Records provided

━━━━━━━━━━━━━━━━━━━━━━━━━━━━━━

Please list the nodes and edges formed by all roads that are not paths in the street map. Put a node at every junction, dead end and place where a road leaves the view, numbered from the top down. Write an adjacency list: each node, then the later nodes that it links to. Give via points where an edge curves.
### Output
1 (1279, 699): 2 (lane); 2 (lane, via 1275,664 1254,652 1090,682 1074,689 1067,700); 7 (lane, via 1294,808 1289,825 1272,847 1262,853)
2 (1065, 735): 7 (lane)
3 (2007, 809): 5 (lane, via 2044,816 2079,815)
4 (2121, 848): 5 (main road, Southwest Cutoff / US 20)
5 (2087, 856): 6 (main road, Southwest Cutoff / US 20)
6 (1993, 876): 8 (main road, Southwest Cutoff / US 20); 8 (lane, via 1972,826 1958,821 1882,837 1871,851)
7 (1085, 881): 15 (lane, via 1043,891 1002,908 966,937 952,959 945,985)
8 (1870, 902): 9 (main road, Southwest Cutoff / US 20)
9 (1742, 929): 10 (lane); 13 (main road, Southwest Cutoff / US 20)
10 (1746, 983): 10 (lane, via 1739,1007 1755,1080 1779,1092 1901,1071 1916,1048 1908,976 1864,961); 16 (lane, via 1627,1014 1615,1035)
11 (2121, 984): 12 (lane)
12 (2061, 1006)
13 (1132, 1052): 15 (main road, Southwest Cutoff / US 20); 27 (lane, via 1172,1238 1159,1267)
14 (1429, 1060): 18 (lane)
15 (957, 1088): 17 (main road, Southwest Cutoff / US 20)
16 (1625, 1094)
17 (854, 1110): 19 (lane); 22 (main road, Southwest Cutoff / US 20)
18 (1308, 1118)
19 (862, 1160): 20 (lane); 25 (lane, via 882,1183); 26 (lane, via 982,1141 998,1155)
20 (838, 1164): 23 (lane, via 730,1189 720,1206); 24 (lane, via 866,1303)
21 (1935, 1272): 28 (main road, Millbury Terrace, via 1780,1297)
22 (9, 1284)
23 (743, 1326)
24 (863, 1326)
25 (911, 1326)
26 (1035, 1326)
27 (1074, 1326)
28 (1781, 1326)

━━━━━━━━━━━━━━━━━━━━━━━━━━━━━━

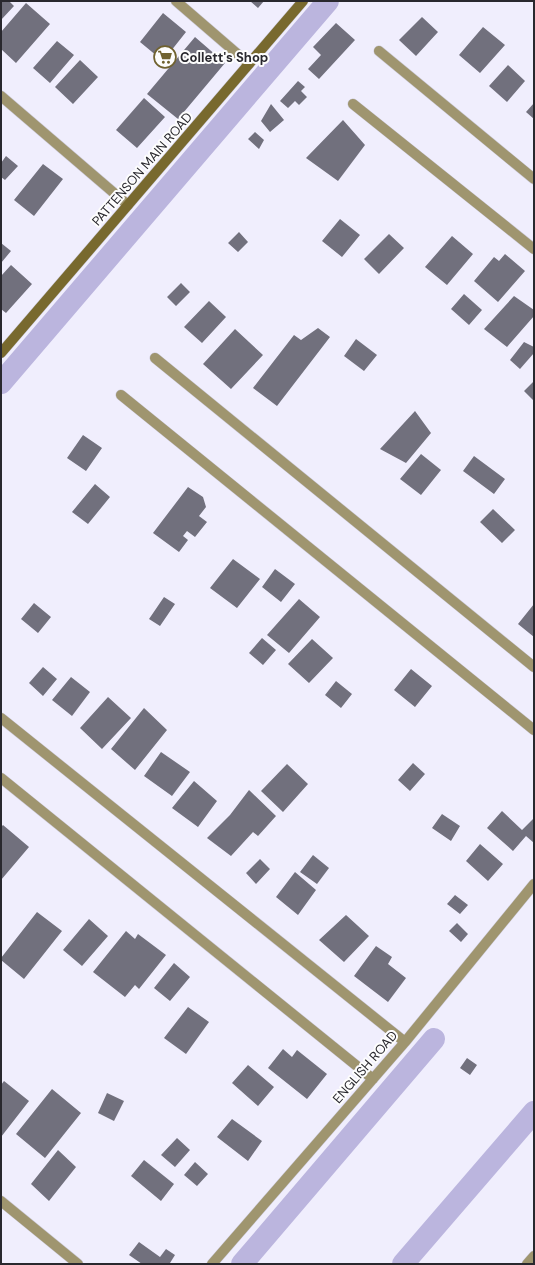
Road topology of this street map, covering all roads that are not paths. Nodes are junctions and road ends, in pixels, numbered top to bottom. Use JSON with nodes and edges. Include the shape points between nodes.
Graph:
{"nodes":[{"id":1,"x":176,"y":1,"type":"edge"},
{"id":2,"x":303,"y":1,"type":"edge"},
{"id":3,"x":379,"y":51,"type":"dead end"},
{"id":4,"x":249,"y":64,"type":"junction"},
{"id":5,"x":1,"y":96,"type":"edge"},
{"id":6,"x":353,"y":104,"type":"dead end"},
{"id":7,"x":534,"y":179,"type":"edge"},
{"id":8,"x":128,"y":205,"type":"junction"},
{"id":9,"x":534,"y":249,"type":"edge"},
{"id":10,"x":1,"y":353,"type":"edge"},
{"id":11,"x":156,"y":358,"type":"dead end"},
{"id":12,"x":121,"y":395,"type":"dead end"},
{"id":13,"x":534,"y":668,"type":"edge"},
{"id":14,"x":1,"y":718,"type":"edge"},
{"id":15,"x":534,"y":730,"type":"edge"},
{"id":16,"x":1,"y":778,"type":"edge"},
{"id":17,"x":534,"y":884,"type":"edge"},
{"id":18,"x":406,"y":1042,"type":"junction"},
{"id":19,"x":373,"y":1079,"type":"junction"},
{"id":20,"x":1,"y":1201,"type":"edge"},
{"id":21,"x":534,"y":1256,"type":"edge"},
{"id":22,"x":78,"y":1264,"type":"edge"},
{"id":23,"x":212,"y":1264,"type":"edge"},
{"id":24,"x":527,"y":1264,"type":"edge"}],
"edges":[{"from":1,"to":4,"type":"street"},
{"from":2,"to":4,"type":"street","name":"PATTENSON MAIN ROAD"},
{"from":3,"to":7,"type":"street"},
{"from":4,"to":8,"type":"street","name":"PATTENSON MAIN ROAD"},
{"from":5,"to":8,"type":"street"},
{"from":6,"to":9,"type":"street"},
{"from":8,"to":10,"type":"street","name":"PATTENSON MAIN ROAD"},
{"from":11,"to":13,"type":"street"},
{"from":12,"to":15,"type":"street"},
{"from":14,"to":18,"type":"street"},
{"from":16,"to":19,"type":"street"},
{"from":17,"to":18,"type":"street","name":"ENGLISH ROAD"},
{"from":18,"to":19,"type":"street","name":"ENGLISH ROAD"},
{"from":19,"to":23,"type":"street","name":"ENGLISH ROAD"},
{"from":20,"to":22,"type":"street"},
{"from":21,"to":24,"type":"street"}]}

━━━━━━━━━━━━━━━━━━━━━━━━━━━━━━

What to produce
How many of the lines in the records above include the word "points"? State that number alone.

Output of the exercise
2